View in National Archives Catalog
Montgomery C. Meigs keenly understood the mood of a nation nursing the tender scars of war. As quartermaster general of the Union army, Meigs had choreographed and directed the supply lines that fed, clothed, and armed the largest army in the world for the duration of the bloodiest conflict in American history. As a father, Meigs mourned the loss of his eldest son, Lt. John R. Meigs, who died while on a scouting mission near Kernstown, Virginia. Meigs never fully recovered from his loss, but he found some solace in solemnly laying his son to rest in the newly established national cemetery at Arlington, Virginia.

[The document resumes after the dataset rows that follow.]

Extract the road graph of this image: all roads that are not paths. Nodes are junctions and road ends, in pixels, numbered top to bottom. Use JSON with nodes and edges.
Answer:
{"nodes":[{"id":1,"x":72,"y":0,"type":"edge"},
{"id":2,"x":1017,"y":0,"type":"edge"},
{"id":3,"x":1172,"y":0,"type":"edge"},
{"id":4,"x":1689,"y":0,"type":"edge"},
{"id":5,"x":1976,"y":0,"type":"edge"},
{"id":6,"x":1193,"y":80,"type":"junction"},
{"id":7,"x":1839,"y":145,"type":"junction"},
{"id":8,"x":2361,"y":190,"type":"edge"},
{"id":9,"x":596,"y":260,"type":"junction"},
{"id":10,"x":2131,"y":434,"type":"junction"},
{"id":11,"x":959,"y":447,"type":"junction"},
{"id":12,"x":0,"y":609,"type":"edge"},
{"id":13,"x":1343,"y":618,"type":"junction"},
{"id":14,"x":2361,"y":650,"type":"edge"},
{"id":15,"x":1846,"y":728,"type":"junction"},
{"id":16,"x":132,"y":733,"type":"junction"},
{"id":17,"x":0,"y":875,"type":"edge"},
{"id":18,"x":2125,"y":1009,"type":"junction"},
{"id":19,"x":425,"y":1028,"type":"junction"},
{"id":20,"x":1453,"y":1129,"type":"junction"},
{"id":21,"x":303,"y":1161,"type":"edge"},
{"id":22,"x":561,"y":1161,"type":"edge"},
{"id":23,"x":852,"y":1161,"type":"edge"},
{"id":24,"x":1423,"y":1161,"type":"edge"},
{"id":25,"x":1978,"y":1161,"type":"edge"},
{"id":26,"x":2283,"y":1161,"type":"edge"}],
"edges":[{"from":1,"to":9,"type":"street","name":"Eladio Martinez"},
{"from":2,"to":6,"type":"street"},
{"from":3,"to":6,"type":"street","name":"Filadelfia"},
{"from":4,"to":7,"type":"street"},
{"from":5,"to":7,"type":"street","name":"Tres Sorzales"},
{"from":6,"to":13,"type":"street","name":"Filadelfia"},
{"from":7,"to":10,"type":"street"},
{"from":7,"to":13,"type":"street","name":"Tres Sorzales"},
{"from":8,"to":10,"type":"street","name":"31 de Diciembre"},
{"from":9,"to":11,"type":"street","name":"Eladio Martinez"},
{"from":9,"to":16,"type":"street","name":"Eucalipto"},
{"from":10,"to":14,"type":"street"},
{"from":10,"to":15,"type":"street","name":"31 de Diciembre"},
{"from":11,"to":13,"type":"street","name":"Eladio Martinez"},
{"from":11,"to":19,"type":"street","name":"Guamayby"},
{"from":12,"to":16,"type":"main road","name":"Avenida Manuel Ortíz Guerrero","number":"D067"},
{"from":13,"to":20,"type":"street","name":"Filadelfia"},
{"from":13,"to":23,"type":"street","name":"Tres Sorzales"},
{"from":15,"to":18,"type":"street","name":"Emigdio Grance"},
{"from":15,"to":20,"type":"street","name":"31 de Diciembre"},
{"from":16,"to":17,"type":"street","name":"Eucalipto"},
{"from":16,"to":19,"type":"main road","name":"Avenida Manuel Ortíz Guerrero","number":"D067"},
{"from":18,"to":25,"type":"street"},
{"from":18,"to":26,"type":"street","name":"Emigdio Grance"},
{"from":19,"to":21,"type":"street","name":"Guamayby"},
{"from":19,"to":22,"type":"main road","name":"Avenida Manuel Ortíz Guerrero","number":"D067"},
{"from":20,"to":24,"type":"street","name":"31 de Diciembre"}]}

With similar tenderness and attention, Meigs directed a program that laid to rest hundreds of thousands of fallen soldiers scattered on former battlefields throughout the South and became the genesis of our national cemetery system. Quartermaster deputies under Meigs's command scoured the landscape of the South to locate, unearth, and identify the remains of soldiers that lay in the former battlefields and prison and hospital yards stretching from Maryland to Texas. By 1870, the remains of nearly 300,000 soldiers had been buried in seventy-three national cemeteries. Although temporary wooden headboards were first used to mark the graves of the deceased, Meigs, with his usual diligence, saw to it that by 1879 each fallen veteran, known and unknown, would be "done due honor" with a proper permanent marker at the head of his grave.